Stored items
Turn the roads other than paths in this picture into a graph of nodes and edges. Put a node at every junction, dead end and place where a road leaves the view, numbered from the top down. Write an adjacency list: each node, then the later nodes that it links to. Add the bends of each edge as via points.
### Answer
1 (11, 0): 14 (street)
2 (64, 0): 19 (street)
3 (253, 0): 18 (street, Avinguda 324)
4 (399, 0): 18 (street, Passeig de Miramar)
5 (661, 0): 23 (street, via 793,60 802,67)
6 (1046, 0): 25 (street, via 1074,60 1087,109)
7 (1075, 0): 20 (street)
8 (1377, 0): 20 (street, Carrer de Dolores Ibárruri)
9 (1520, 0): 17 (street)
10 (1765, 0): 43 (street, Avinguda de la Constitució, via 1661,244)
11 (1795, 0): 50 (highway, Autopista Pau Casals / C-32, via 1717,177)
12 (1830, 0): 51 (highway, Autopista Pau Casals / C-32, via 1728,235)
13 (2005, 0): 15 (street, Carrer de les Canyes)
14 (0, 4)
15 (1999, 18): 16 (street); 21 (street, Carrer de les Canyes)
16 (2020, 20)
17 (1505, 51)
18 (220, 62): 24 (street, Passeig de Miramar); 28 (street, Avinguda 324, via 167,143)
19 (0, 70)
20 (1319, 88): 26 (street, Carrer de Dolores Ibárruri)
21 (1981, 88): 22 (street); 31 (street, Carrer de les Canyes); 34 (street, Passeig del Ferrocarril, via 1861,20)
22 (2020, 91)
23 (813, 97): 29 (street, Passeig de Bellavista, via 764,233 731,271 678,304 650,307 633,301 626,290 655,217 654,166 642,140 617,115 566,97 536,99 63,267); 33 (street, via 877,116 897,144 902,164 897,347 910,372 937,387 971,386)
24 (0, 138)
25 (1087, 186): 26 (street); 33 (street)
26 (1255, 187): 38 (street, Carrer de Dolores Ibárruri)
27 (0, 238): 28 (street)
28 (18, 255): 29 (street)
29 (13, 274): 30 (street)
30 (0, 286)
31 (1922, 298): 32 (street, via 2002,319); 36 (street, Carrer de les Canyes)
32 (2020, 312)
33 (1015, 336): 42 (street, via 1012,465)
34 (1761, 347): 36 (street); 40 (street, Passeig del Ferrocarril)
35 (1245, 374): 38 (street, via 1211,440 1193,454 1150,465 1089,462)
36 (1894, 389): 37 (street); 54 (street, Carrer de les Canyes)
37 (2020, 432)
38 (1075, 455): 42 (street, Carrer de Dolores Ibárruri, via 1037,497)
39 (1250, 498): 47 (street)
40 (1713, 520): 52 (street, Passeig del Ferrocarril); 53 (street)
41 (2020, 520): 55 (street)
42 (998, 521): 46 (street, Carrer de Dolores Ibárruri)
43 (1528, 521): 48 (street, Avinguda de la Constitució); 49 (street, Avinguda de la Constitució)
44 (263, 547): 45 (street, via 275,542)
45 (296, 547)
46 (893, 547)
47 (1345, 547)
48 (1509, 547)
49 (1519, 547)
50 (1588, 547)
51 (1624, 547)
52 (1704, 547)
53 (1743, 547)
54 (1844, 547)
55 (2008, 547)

## Your assignment
Every entry, written out exactly, is what the response should contain.

## Exercise response
Turn the roads other than paths in this picture into a graph of nodes and edges. Put a node at every junction, dead end and place where a road leaves the view, numbered from the top down. Write an adjacency list: each node, then the later nodes that it links to. Add the bends of each edge as via points.
### Answer
1 (11, 0): 14 (street)
2 (64, 0): 19 (street)
3 (253, 0): 18 (street, Avinguda 324)
4 (399, 0): 18 (street, Passeig de Miramar)
5 (661, 0): 23 (street, via 793,60 802,67)
6 (1046, 0): 25 (street, via 1074,60 1087,109)
7 (1075, 0): 20 (street)
8 (1377, 0): 20 (street, Carrer de Dolores Ibárruri)
9 (1520, 0): 17 (street)
10 (1765, 0): 43 (street, Avinguda de la Constitució, via 1661,244)
11 (1795, 0): 50 (highway, Autopista Pau Casals / C-32, via 1717,177)
12 (1830, 0): 51 (highway, Autopista Pau Casals / C-32, via 1728,235)
13 (2005, 0): 15 (street, Carrer de les Canyes)
14 (0, 4)
15 (1999, 18): 16 (street); 21 (street, Carrer de les Canyes)
16 (2020, 20)
17 (1505, 51)
18 (220, 62): 24 (street, Passeig de Miramar); 28 (street, Avinguda 324, via 167,143)
19 (0, 70)
20 (1319, 88): 26 (street, Carrer de Dolores Ibárruri)
21 (1981, 88): 22 (street); 31 (street, Carrer de les Canyes); 34 (street, Passeig del Ferrocarril, via 1861,20)
22 (2020, 91)
23 (813, 97): 29 (street, Passeig de Bellavista, via 764,233 731,271 678,304 650,307 633,301 626,290 655,217 654,166 642,140 617,115 566,97 536,99 63,267); 33 (street, via 877,116 897,144 902,164 897,347 910,372 937,387 971,386)
24 (0, 138)
25 (1087, 186): 26 (street); 33 (street)
26 (1255, 187): 38 (street, Carrer de Dolores Ibárruri)
27 (0, 238): 28 (street)
28 (18, 255): 29 (street)
29 (13, 274): 30 (street)
30 (0, 286)
31 (1922, 298): 32 (street, via 2002,319); 36 (street, Carrer de les Canyes)
32 (2020, 312)
33 (1015, 336): 42 (street, via 1012,465)
34 (1761, 347): 36 (street); 40 (street, Passeig del Ferrocarril)
35 (1245, 374): 38 (street, via 1211,440 1193,454 1150,465 1089,462)
36 (1894, 389): 37 (street); 54 (street, Carrer de les Canyes)
37 (2020, 432)
38 (1075, 455): 42 (street, Carrer de Dolores Ibárruri, via 1037,497)
39 (1250, 498): 47 (street)
40 (1713, 520): 52 (street, Passeig del Ferrocarril); 53 (street)
41 (2020, 520): 55 (street)
42 (998, 521): 46 (street, Carrer de Dolores Ibárruri)
43 (1528, 521): 48 (street, Avinguda de la Constitució); 49 (street, Avinguda de la Constitució)
44 (263, 547): 45 (street, via 275,542)
45 (296, 547)
46 (893, 547)
47 (1345, 547)
48 (1509, 547)
49 (1519, 547)
50 (1588, 547)
51 (1624, 547)
52 (1704, 547)
53 (1743, 547)
54 (1844, 547)
55 (2008, 547)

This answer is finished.